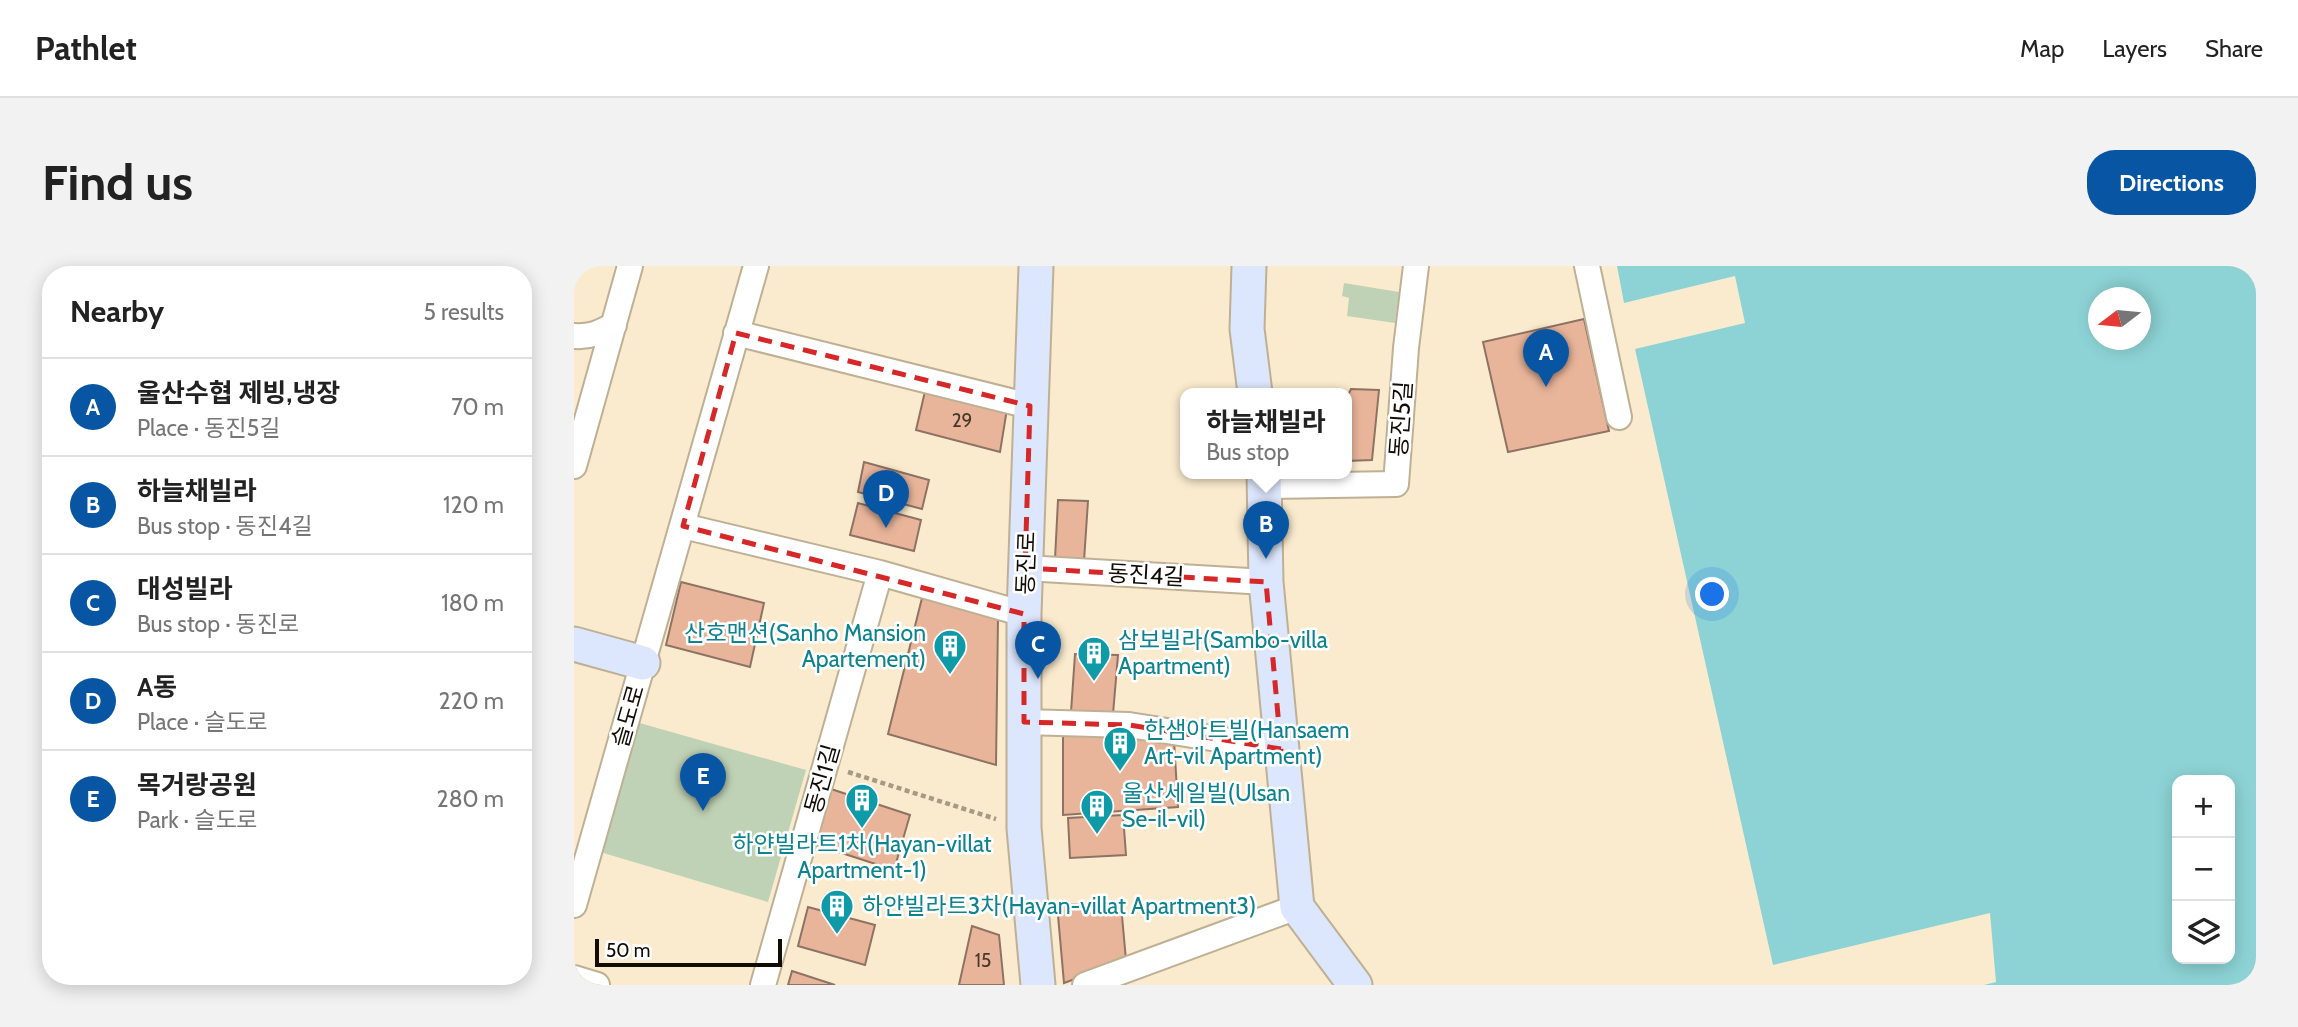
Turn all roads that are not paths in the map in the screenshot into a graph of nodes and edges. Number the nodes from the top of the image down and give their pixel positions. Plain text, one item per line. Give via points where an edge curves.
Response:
1 (630, 266) edge
2 (756, 266) edge
3 (1036, 266) edge
4 (1249, 266) edge
5 (1416, 266) edge
6 (1587, 266) edge
7 (614, 324) junction
8 (736, 333) junction
9 (574, 336) edge
10 (1254, 388) edge
11 (1030, 407) junction
12 (1619, 417) dead end
13 (574, 467) edge
14 (1265, 480) edge
15 (683, 526) junction
16 (1025, 568) junction
17 (880, 573) junction
18 (1266, 582) junction
19 (1024, 614) junction
20 (574, 644) edge
21 (643, 663) junction
22 (1024, 722) junction
23 (1281, 749) junction
24 (574, 905) edge
25 (1297, 907) junction
26 (574, 978) edge
27 (597, 985) edge
28 (763, 985) edge
29 (1038, 985) edge
30 (1086, 985) edge
31 (1355, 985) edge

1 - 7 street
2 - 8 street, 슬도로
3 - 11 street, 동진로
4 - 10 street via 1247,329
5 - 14 street, 동진5길 via 1396,484
6 - 12 street
7 - 9 street via 587,337
7 - 13 street
8 - 11 street
8 - 15 street, 슬도로
11 - 16 street, 동진로
14 - 18 street
15 - 17 street
15 - 21 street, 슬도로
16 - 18 street, 동진4길
16 - 19 street, 동진로
17 - 19 street
17 - 28 street, 동진1길
18 - 23 street
19 - 22 street, 동진로
20 - 21 street
21 - 24 street, 슬도로
22 - 23 street via 1129,724
22 - 29 street, 동진로 via 1024,828
23 - 25 street
25 - 30 street
25 - 31 street
26 - 27 street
# # # # #
Without changing a word, restate the listing above; the pictures stay out.

Turn all roads that are not paths in the map in the screenshot into a graph of nodes and edges. Number the nodes from the top of the image down and give their pixel positions. Plain text, one item per line. Give via points where an edge curves.
Response:
1 (630, 266) edge
2 (756, 266) edge
3 (1036, 266) edge
4 (1249, 266) edge
5 (1416, 266) edge
6 (1587, 266) edge
7 (614, 324) junction
8 (736, 333) junction
9 (574, 336) edge
10 (1254, 388) edge
11 (1030, 407) junction
12 (1619, 417) dead end
13 (574, 467) edge
14 (1265, 480) edge
15 (683, 526) junction
16 (1025, 568) junction
17 (880, 573) junction
18 (1266, 582) junction
19 (1024, 614) junction
20 (574, 644) edge
21 (643, 663) junction
22 (1024, 722) junction
23 (1281, 749) junction
24 (574, 905) edge
25 (1297, 907) junction
26 (574, 978) edge
27 (597, 985) edge
28 (763, 985) edge
29 (1038, 985) edge
30 (1086, 985) edge
31 (1355, 985) edge

1 - 7 street
2 - 8 street, 슬도로
3 - 11 street, 동진로
4 - 10 street via 1247,329
5 - 14 street, 동진5길 via 1396,484
6 - 12 street
7 - 9 street via 587,337
7 - 13 street
8 - 11 street
8 - 15 street, 슬도로
11 - 16 street, 동진로
14 - 18 street
15 - 17 street
15 - 21 street, 슬도로
16 - 18 street, 동진4길
16 - 19 street, 동진로
17 - 19 street
17 - 28 street, 동진1길
18 - 23 street
19 - 22 street, 동진로
20 - 21 street
21 - 24 street, 슬도로
22 - 23 street via 1129,724
22 - 29 street, 동진로 via 1024,828
23 - 25 street
25 - 30 street
25 - 31 street
26 - 27 street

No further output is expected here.